For a brand-new event series, the Magic Spotlight Series sure does look familiar.

The new, open-invite event series rolled into Denver last weekend as Tarkir: Dragonstorm rolled out to the world. The third Spotlight Series of the year was Limited, and more than 1,200 players tuned out for an event that served as a reminder of why these events are so popular with many players, and why the number of players coming "out of retirement" last weekend was so high.

But I'm getting ahead of myself. Let's start with this: why is the Magic Spotlight Series so cool?

Here's the gist of the Spotlight Series: anyone can enter, the Top 8 earn Pro Tour invitations, and there's a $50,000 prize pool. Here, you're just as likely to run into Luis Scott-Vargas or your buddy from Friday Night Magic. A 6-2 record on Day One allows you to advance to Day Two, where you'll battle it out for a seat among the Top 8 tables.

It's one of the ever-growing number of paths to the Pro Tour for dedicated Magic players. Now more than ever, the Pro Tour hosts an eclectic mix of Regional Championship champions, Pro Tour Top 8 competitors, Hall of Fame members, or winners of digital events like Arena Championship 8. If you take some time to ask players how they qualified, you'll be treated to a tour of the many ways people consume competitive Magic.

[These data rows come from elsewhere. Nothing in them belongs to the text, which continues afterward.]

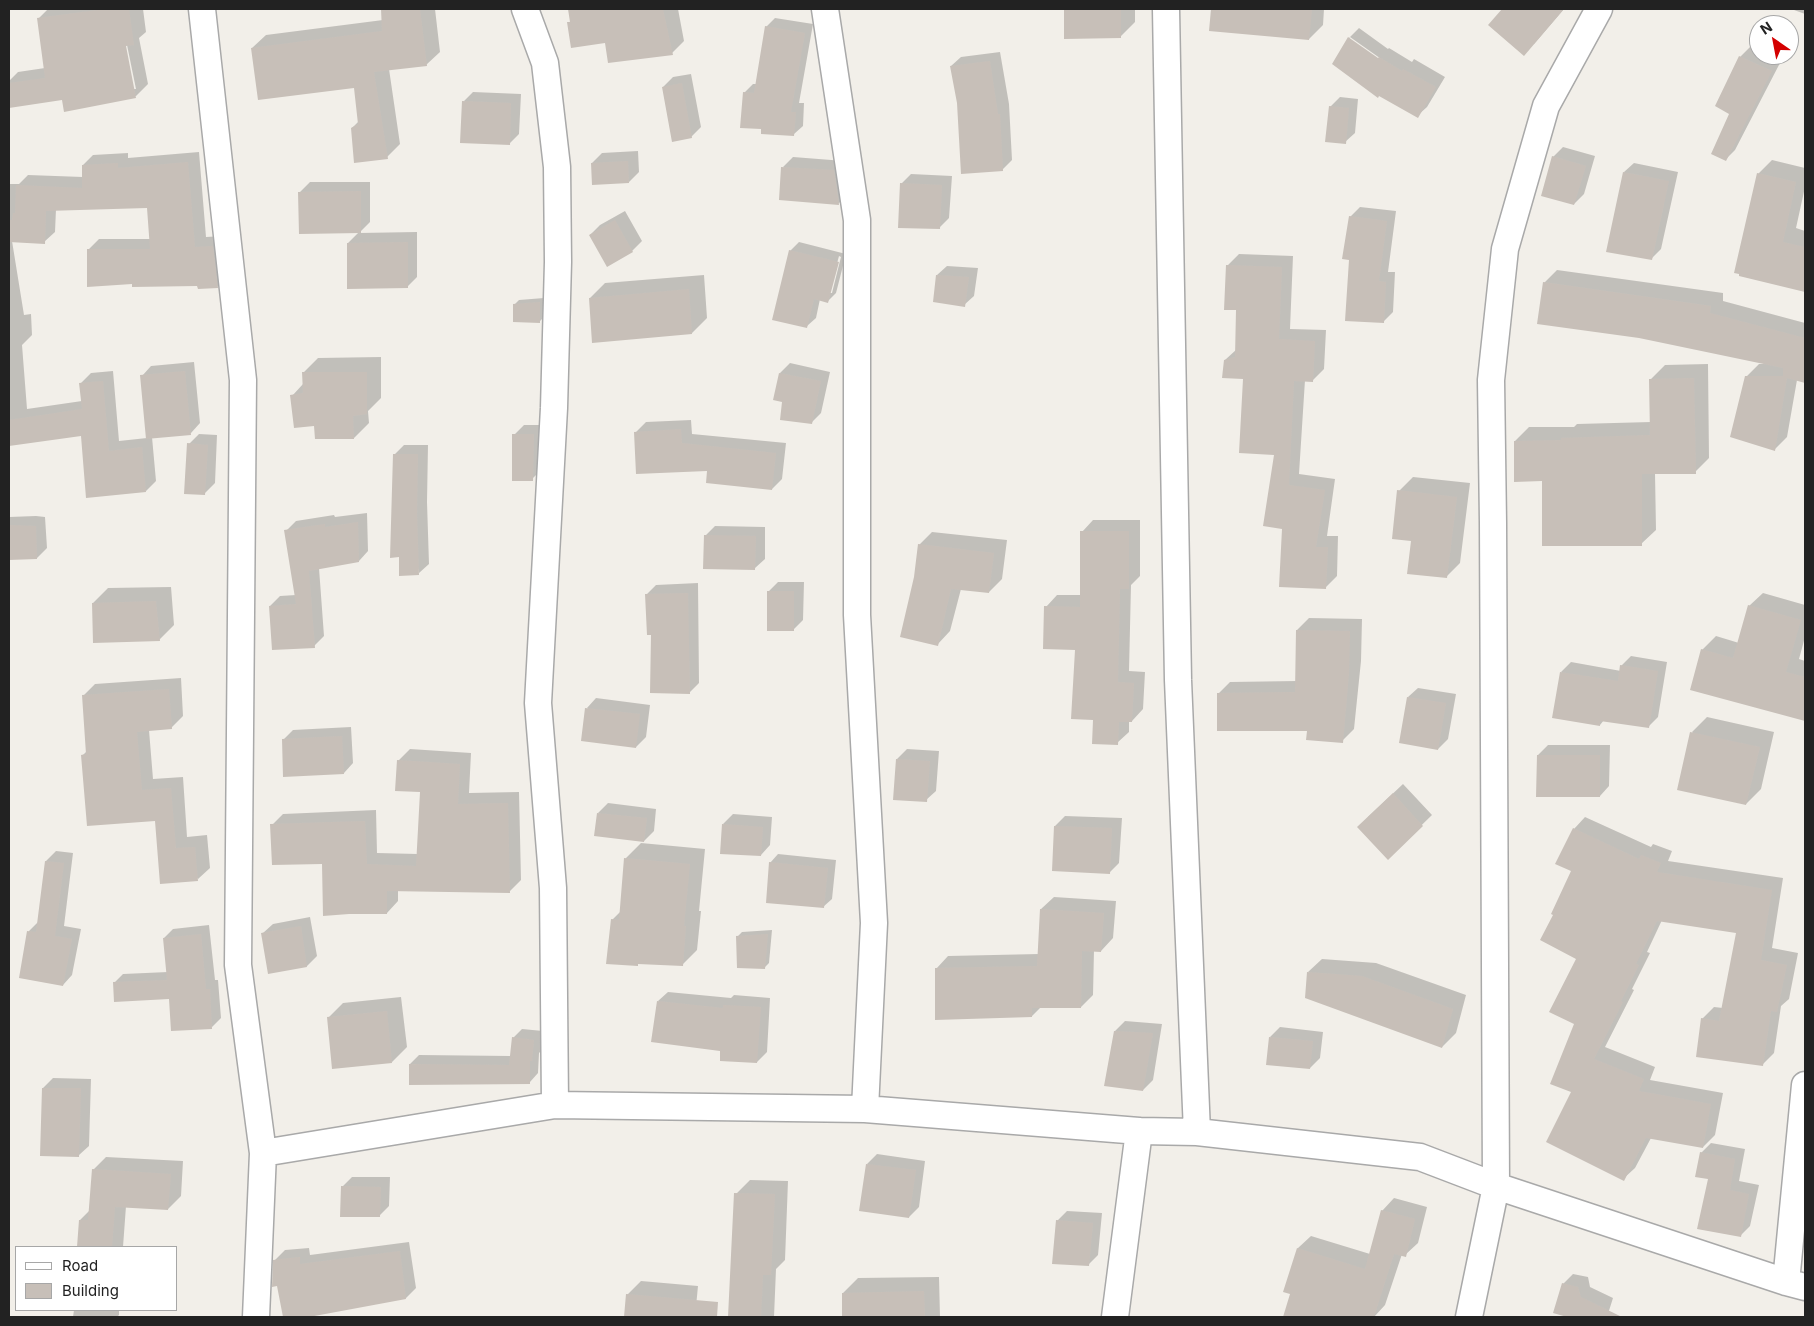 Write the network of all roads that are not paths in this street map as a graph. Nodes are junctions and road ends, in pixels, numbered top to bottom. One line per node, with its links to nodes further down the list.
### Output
1 (202, 9): 11 (street)
2 (525, 9): 7 (street)
3 (825, 9): 8 (street)
4 (1166, 9): 10 (street)
5 (1599, 9): 12 (street)
6 (1805, 1085): 13 (street)
7 (555, 1105): 8 (street); 11 (street)
8 (865, 1109): 9 (street)
9 (1139, 1131): 10 (street); 15 (street)
10 (1197, 1132): 12 (street)
11 (262, 1153): 14 (street)
12 (1496, 1186): 13 (street); 16 (street)
13 (1796, 1284)
14 (256, 1317)
15 (1116, 1317)
16 (1469, 1317)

Now, the Magic Spotlight Series joins that list. If its structure sounds familiar to you, that's because it evokes the Grand Prix events that many of the game's top players cut their teeth playing in. And it's not just nostalgia that led to more than 7,000 Play Boosters being opened, it's the appeal of the tournament structure itself. The Regional Championship events held every few months across the world are a collection of a region's top talent, but they're gated by qualifying tournaments that omit already-qualified players as well as past Pro Tour ringers who may not be actively grinding.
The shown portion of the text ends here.